[[ Supplied entries open ]]

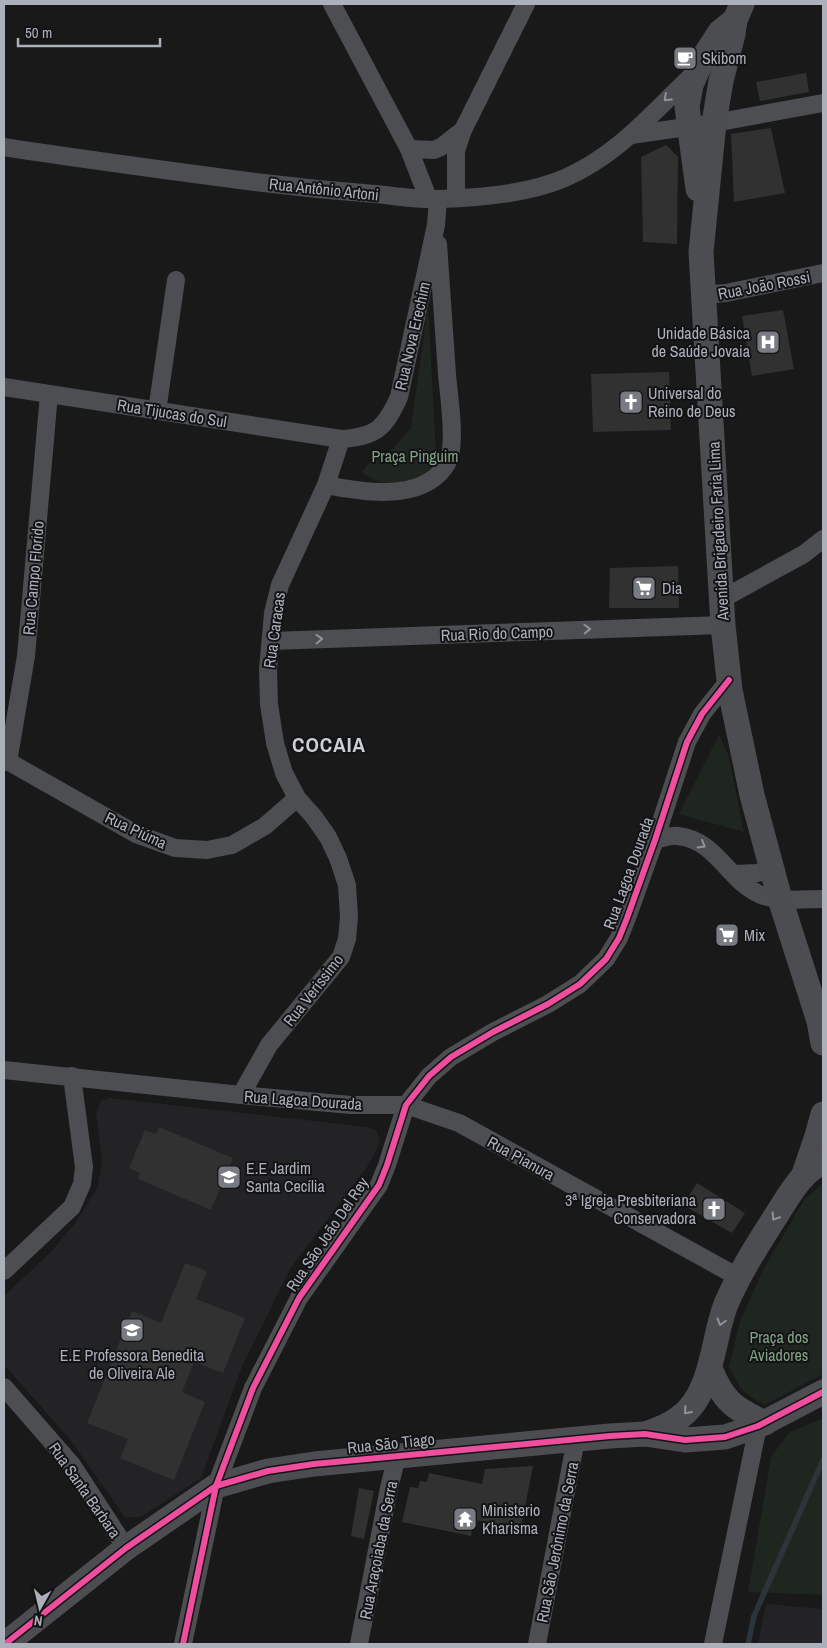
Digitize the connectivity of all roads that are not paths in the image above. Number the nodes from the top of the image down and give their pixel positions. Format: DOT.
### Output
graph roads {
  1 [pos="332,4"];
  2 [pos="526,4"];
  3 [pos="738,12"];
  4 [pos="698,70"];
  5 [pos="720,81"];
  6 [pos="823,103"];
  7 [pos="714,123"];
  8 [pos="690,126"];
  9 [pos="463,130"];
  10 [pos="631,135"];
  11 [pos="4,147"];
  12 [pos="409,149"];
  13 [pos="456,198"];
  14 [pos="433,199"];
  15 [pos="436,225"];
  16 [pos="703,226"];
  17 [pos="823,273"];
  18 [pos="176,280"];
  19 [pos="704,295"];
  20 [pos="4,387"];
  21 [pos="49,394"];
  22 [pos="156,411"];
  23 [pos="341,440"];
  24 [pos="326,485"];
  25 [pos="823,539"];
  26 [pos="722,599"];
  27 [pos="723,624"];
  28 [pos="271,641"];
  29 [pos="729,680"];
  30 [pos="6,760"];
  31 [pos="297,798"];
  32 [pos="655,840"];
  33 [pos="772,869"];
  34 [pos="734,874"];
  35 [pos="780,899"];
  36 [pos="823,900"];
  37 [pos="822,1031"];
  38 [pos="4,1070"];
  39 [pos="72,1076"];
  40 [pos="241,1095"];
  41 [pos="406,1104"];
  42 [pos="823,1114"];
  43 [pos="823,1161"];
  44 [pos="802,1177"];
  45 [pos="4,1271"];
  46 [pos="738,1277"];
  47 [pos="710,1368"];
  48 [pos="4,1387"];
  49 [pos="823,1392"];
  50 [pos="761,1424"];
  51 [pos="645,1434"];
  52 [pos="576,1439"];
  53 [pos="397,1456"];
  54 [pos="216,1486"];
  55 [pos="126,1548"];
  56 [pos="5,1644"];
  57 [pos="182,1644"];
  58 [pos="359,1644"];
  59 [pos="537,1644"];
  60 [pos="713,1644"];
  1 -- 12 [label="street, Rua Nova Erechim"];
  2 -- 9 [label="street"];
  3 -- 4 [label="main road"];
  3 -- 5 [label="main road, Avenida Brigadeiro Faria Lima"];
  4 -- 5 [label="street"];
  4 -- 8 [label="main road"];
  4 -- 10 [label="street, Rua Antônio Artoni, one-way"];
  5 -- 7 [label="main road, Avenida Brigadeiro Faria Lima"];
  6 -- 7 [label="street"];
  7 -- 8 [label="street"];
  7 -- 16 [label="main road, Avenida Brigadeiro Faria Lima"];
  8 -- 10 [label="street"];
  8 -- 16 [label="main road"];
  9 -- 12 [label="street"];
  9 -- 13 [label="street"];
  10 -- 13 [label="street, Rua Antônio Artoni"];
  11 -- 14 [label="street, Rua Antônio Artoni"];
  12 -- 14 [label="street, Rua Nova Erechim"];
  13 -- 14 [label="street, Rua Antônio Artoni"];
  14 -- 15 [label="street, Rua Nova Erechim"];
  15 -- 23 [label="street, Rua Nova Erechim"];
  15 -- 24 [label="street"];
  16 -- 19 [label="main road, Avenida Brigadeiro Faria Lima"];
  17 -- 19 [label="street, Rua João Rossi"];
  18 -- 22 [label="street"];
  19 -- 26 [label="main road, Avenida Brigadeiro Faria Lima"];
  20 -- 21 [label="street, Rua Tijucas do Sul"];
  21 -- 22 [label="street, Rua Tijucas do Sul"];
  21 -- 30 [label="street, Rua Campo Florido"];
  22 -- 23 [label="street, Rua Tijucas do Sul"];
  23 -- 24 [label="street, Rua Caracas"];
  24 -- 28 [label="street, Rua Caracas"];
  25 -- 26 [label="street"];
  26 -- 27 [label="main road, Avenida Brigadeiro Faria Lima"];
  28 -- 27 [label="street, Rua Rio do Campo, one-way"];
  27 -- 29 [label="main road, Avenida Brigadeiro Faria Lima"];
  28 -- 31 [label="street, Rua Caracas"];
  29 -- 32 [label="street, Rua Lagoa Dourada"];
  29 -- 33 [label="main road, Avenida Brigadeiro Faria Lima"];
  30 -- 31 [label="street, Rua Piúma"];
  31 -- 40 [label="street, Rua Verissimo"];
  32 -- 34 [label="street, one-way"];
  32 -- 41 [label="street, Rua Lagoa Dourada"];
  33 -- 34 [label="street"];
  33 -- 35 [label="main road, Avenida Brigadeiro Faria Lima"];
  34 -- 35 [label="street"];
  35 -- 36 [label="street"];
  35 -- 37 [label="main road, Avenida Brigadeiro Faria Lima"];
  38 -- 39 [label="street, Rua Lagoa Dourada"];
  39 -- 40 [label="street, Rua Lagoa Dourada"];
  39 -- 45 [label="street"];
  40 -- 41 [label="street, Rua Lagoa Dourada"];
  41 -- 46 [label="street, Rua Pianura"];
  41 -- 54 [label="street, Rua São João Del Rey"];
  42 -- 44 [label="main road"];
  43 -- 44 [label="main road"];
  44 -- 46 [label="main road, one-way"];
  46 -- 47 [label="main road, one-way"];
  47 -- 50 [label="main road"];
  47 -- 51 [label="main road, one-way"];
  48 -- 55 [label="street, Rua Santa Barbara"];
  49 -- 50 [label="main road, Rua São Tiago"];
  50 -- 51 [label="main road, Rua São Tiago"];
  50 -- 60 [label="street"];
  51 -- 52 [label="main road, Rua São Tiago"];
  52 -- 53 [label="main road, Rua São Tiago"];
  52 -- 59 [label="street, Rua São Jerônimo da Serra"];
  53 -- 54 [label="main road, Rua São Tiago"];
  53 -- 58 [label="street, Rua Araçoiaba da Serra"];
  54 -- 55 [label="main road, Rua São Tiago"];
  54 -- 57 [label="street, Rua São João Del Rey"];
  55 -- 56 [label="main road, Rua São Tiago"];
}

[[ Supplied entries closed ]]

## Problem to solve
State how many lines in the entries above include the word "Caracas"; reply with the number alone.

## Result of the exercise
3